- [TRY IT]:
Your answer should be an exact copy of the data.

▼

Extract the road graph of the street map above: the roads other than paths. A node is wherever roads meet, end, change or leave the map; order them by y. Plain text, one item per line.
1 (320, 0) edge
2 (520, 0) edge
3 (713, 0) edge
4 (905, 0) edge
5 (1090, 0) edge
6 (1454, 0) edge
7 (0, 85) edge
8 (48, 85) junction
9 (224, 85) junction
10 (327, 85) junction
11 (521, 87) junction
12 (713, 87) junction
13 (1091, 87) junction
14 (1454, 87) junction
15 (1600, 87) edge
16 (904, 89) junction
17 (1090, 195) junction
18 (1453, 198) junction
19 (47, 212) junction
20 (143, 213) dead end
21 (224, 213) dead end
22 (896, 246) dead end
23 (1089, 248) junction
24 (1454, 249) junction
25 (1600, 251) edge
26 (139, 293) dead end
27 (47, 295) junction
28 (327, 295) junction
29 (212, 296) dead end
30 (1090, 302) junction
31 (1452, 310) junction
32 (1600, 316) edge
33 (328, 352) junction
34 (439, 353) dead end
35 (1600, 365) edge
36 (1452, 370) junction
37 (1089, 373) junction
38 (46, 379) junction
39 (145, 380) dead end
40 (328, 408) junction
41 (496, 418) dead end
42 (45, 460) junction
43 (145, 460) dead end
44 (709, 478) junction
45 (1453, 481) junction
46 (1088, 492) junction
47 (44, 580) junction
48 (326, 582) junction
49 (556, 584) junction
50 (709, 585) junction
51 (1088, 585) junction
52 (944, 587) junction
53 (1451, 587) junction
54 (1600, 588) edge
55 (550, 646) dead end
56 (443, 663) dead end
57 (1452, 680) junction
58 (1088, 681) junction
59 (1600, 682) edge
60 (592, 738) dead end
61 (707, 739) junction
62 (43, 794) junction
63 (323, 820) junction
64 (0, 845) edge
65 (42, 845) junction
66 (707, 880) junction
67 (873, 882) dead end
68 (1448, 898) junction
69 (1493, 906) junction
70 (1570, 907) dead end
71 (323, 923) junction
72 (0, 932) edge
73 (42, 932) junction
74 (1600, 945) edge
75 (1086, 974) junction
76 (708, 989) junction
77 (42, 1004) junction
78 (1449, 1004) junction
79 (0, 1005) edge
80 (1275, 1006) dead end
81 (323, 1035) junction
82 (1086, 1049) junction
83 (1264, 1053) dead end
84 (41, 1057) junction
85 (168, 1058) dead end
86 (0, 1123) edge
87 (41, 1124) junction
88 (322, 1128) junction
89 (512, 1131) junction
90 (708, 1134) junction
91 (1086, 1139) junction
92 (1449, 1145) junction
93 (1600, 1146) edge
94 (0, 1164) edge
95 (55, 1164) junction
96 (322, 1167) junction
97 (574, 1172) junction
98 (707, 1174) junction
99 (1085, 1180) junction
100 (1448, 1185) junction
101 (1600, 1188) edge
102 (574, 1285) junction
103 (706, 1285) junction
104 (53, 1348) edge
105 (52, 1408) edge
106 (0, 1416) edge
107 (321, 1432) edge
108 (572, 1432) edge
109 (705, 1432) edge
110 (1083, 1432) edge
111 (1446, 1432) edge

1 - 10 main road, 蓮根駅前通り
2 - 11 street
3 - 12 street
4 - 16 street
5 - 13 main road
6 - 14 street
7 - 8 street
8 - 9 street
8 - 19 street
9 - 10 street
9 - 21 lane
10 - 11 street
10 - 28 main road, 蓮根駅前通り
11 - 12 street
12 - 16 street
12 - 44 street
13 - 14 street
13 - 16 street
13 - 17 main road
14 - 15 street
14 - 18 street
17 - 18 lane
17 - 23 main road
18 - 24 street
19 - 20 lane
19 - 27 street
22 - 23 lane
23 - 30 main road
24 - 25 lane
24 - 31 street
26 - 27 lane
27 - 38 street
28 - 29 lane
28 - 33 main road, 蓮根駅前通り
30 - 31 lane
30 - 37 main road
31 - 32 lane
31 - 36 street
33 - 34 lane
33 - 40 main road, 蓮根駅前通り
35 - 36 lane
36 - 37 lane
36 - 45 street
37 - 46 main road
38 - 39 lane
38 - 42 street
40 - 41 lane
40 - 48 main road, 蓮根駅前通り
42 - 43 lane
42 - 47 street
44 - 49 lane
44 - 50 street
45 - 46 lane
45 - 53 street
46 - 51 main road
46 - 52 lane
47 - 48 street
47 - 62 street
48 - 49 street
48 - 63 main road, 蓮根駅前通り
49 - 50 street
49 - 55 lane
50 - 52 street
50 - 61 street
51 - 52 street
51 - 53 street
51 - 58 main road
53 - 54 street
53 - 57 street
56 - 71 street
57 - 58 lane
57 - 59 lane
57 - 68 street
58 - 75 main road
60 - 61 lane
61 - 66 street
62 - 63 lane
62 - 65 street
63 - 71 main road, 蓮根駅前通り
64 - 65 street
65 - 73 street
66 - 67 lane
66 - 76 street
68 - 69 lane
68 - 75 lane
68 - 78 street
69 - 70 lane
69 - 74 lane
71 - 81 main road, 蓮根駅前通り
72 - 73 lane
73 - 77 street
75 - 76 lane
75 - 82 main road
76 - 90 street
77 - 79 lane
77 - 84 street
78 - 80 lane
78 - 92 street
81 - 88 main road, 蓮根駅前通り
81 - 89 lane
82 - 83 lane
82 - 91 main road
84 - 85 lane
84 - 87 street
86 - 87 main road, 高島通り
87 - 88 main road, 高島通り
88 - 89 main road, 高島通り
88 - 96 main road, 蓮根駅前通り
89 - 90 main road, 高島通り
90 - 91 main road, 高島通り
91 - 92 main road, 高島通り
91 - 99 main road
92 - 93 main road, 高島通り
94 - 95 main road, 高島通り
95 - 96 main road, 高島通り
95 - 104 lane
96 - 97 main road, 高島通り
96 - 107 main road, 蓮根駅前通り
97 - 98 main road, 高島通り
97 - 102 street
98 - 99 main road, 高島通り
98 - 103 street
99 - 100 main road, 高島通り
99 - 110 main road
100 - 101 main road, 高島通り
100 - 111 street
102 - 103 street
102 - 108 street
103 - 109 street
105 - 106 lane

▲

- [ANSWER SECTION]:
Extract the road graph of the street map above: the roads other than paths. A node is wherever roads meet, end, change or leave the map; order them by y. Plain text, one item per line.
1 (320, 0) edge
2 (520, 0) edge
3 (713, 0) edge
4 (905, 0) edge
5 (1090, 0) edge
6 (1454, 0) edge
7 (0, 85) edge
8 (48, 85) junction
9 (224, 85) junction
10 (327, 85) junction
11 (521, 87) junction
12 (713, 87) junction
13 (1091, 87) junction
14 (1454, 87) junction
15 (1600, 87) edge
16 (904, 89) junction
17 (1090, 195) junction
18 (1453, 198) junction
19 (47, 212) junction
20 (143, 213) dead end
21 (224, 213) dead end
22 (896, 246) dead end
23 (1089, 248) junction
24 (1454, 249) junction
25 (1600, 251) edge
26 (139, 293) dead end
27 (47, 295) junction
28 (327, 295) junction
29 (212, 296) dead end
30 (1090, 302) junction
31 (1452, 310) junction
32 (1600, 316) edge
33 (328, 352) junction
34 (439, 353) dead end
35 (1600, 365) edge
36 (1452, 370) junction
37 (1089, 373) junction
38 (46, 379) junction
39 (145, 380) dead end
40 (328, 408) junction
41 (496, 418) dead end
42 (45, 460) junction
43 (145, 460) dead end
44 (709, 478) junction
45 (1453, 481) junction
46 (1088, 492) junction
47 (44, 580) junction
48 (326, 582) junction
49 (556, 584) junction
50 (709, 585) junction
51 (1088, 585) junction
52 (944, 587) junction
53 (1451, 587) junction
54 (1600, 588) edge
55 (550, 646) dead end
56 (443, 663) dead end
57 (1452, 680) junction
58 (1088, 681) junction
59 (1600, 682) edge
60 (592, 738) dead end
61 (707, 739) junction
62 (43, 794) junction
63 (323, 820) junction
64 (0, 845) edge
65 (42, 845) junction
66 (707, 880) junction
67 (873, 882) dead end
68 (1448, 898) junction
69 (1493, 906) junction
70 (1570, 907) dead end
71 (323, 923) junction
72 (0, 932) edge
73 (42, 932) junction
74 (1600, 945) edge
75 (1086, 974) junction
76 (708, 989) junction
77 (42, 1004) junction
78 (1449, 1004) junction
79 (0, 1005) edge
80 (1275, 1006) dead end
81 (323, 1035) junction
82 (1086, 1049) junction
83 (1264, 1053) dead end
84 (41, 1057) junction
85 (168, 1058) dead end
86 (0, 1123) edge
87 (41, 1124) junction
88 (322, 1128) junction
89 (512, 1131) junction
90 (708, 1134) junction
91 (1086, 1139) junction
92 (1449, 1145) junction
93 (1600, 1146) edge
94 (0, 1164) edge
95 (55, 1164) junction
96 (322, 1167) junction
97 (574, 1172) junction
98 (707, 1174) junction
99 (1085, 1180) junction
100 (1448, 1185) junction
101 (1600, 1188) edge
102 (574, 1285) junction
103 (706, 1285) junction
104 (53, 1348) edge
105 (52, 1408) edge
106 (0, 1416) edge
107 (321, 1432) edge
108 (572, 1432) edge
109 (705, 1432) edge
110 (1083, 1432) edge
111 (1446, 1432) edge

1 - 10 main road, 蓮根駅前通り
2 - 11 street
3 - 12 street
4 - 16 street
5 - 13 main road
6 - 14 street
7 - 8 street
8 - 9 street
8 - 19 street
9 - 10 street
9 - 21 lane
10 - 11 street
10 - 28 main road, 蓮根駅前通り
11 - 12 street
12 - 16 street
12 - 44 street
13 - 14 street
13 - 16 street
13 - 17 main road
14 - 15 street
14 - 18 street
17 - 18 lane
17 - 23 main road
18 - 24 street
19 - 20 lane
19 - 27 street
22 - 23 lane
23 - 30 main road
24 - 25 lane
24 - 31 street
26 - 27 lane
27 - 38 street
28 - 29 lane
28 - 33 main road, 蓮根駅前通り
30 - 31 lane
30 - 37 main road
31 - 32 lane
31 - 36 street
33 - 34 lane
33 - 40 main road, 蓮根駅前通り
35 - 36 lane
36 - 37 lane
36 - 45 street
37 - 46 main road
38 - 39 lane
38 - 42 street
40 - 41 lane
40 - 48 main road, 蓮根駅前通り
42 - 43 lane
42 - 47 street
44 - 49 lane
44 - 50 street
45 - 46 lane
45 - 53 street
46 - 51 main road
46 - 52 lane
47 - 48 street
47 - 62 street
48 - 49 street
48 - 63 main road, 蓮根駅前通り
49 - 50 street
49 - 55 lane
50 - 52 street
50 - 61 street
51 - 52 street
51 - 53 street
51 - 58 main road
53 - 54 street
53 - 57 street
56 - 71 street
57 - 58 lane
57 - 59 lane
57 - 68 street
58 - 75 main road
60 - 61 lane
61 - 66 street
62 - 63 lane
62 - 65 street
63 - 71 main road, 蓮根駅前通り
64 - 65 street
65 - 73 street
66 - 67 lane
66 - 76 street
68 - 69 lane
68 - 75 lane
68 - 78 street
69 - 70 lane
69 - 74 lane
71 - 81 main road, 蓮根駅前通り
72 - 73 lane
73 - 77 street
75 - 76 lane
75 - 82 main road
76 - 90 street
77 - 79 lane
77 - 84 street
78 - 80 lane
78 - 92 street
81 - 88 main road, 蓮根駅前通り
81 - 89 lane
82 - 83 lane
82 - 91 main road
84 - 85 lane
84 - 87 street
86 - 87 main road, 高島通り
87 - 88 main road, 高島通り
88 - 89 main road, 高島通り
88 - 96 main road, 蓮根駅前通り
89 - 90 main road, 高島通り
90 - 91 main road, 高島通り
91 - 92 main road, 高島通り
91 - 99 main road
92 - 93 main road, 高島通り
94 - 95 main road, 高島通り
95 - 96 main road, 高島通り
95 - 104 lane
96 - 97 main road, 高島通り
96 - 107 main road, 蓮根駅前通り
97 - 98 main road, 高島通り
97 - 102 street
98 - 99 main road, 高島通り
98 - 103 street
99 - 100 main road, 高島通り
99 - 110 main road
100 - 101 main road, 高島通り
100 - 111 street
102 - 103 street
102 - 108 street
103 - 109 street
105 - 106 lane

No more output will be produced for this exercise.